Records from a data source
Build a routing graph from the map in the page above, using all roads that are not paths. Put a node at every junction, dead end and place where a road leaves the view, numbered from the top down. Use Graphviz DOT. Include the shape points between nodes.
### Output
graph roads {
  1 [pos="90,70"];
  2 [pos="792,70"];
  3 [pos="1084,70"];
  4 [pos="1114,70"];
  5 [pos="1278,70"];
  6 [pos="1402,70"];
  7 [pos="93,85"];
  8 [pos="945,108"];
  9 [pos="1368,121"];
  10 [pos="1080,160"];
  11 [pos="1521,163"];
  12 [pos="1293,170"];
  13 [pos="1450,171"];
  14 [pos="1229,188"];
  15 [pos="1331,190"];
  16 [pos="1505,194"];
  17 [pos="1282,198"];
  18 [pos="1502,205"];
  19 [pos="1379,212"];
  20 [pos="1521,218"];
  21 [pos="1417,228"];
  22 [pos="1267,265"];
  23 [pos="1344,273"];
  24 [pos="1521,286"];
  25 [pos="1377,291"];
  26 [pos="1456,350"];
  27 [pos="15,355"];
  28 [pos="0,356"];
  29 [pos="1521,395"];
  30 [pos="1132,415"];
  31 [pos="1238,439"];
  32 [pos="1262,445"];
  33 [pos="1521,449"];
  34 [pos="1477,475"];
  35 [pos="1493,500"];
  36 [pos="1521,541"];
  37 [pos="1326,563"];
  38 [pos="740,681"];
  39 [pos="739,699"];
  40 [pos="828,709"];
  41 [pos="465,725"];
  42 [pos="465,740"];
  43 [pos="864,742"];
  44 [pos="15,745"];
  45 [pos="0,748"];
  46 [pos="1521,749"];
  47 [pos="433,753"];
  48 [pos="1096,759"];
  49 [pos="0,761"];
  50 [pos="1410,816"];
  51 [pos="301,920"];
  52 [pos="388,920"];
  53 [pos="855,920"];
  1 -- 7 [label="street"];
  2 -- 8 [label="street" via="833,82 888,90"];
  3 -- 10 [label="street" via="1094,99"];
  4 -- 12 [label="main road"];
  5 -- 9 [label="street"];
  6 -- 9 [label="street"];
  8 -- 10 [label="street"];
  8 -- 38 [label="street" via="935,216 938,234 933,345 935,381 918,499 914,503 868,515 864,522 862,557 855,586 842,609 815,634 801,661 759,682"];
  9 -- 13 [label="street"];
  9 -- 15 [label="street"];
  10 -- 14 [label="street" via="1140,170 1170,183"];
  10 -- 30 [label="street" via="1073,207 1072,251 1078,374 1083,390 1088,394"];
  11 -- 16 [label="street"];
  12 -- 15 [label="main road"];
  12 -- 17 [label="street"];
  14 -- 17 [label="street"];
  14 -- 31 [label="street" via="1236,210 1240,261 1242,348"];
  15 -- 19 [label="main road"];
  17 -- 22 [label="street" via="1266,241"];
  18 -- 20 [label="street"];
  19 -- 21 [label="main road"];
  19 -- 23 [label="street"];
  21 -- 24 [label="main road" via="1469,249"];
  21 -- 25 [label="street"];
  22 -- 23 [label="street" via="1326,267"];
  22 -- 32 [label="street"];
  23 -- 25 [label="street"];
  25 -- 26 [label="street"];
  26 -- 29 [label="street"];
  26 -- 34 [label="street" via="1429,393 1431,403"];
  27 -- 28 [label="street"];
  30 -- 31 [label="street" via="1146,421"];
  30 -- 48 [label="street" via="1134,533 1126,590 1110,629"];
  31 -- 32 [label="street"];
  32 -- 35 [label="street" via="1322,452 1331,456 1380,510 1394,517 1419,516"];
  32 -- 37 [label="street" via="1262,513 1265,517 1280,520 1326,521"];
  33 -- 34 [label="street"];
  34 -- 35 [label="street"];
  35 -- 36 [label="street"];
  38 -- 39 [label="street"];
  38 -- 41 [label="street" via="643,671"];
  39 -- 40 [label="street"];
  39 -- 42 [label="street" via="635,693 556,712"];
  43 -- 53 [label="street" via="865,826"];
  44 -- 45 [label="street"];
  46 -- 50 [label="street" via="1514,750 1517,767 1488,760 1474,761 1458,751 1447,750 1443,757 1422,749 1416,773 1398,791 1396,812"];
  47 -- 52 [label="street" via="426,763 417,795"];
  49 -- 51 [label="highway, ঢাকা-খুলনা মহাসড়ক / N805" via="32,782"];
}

Aim of the task: Using the data above, copy each line that contains "graph".

Output below:
Build a routing graph from the map in the page above, using all roads that are not paths. Put a node at every junction, dead end and place where a road leaves the view, numbered from the top down. Use Graphviz DOT. Include the shape points between nodes.
graph roads {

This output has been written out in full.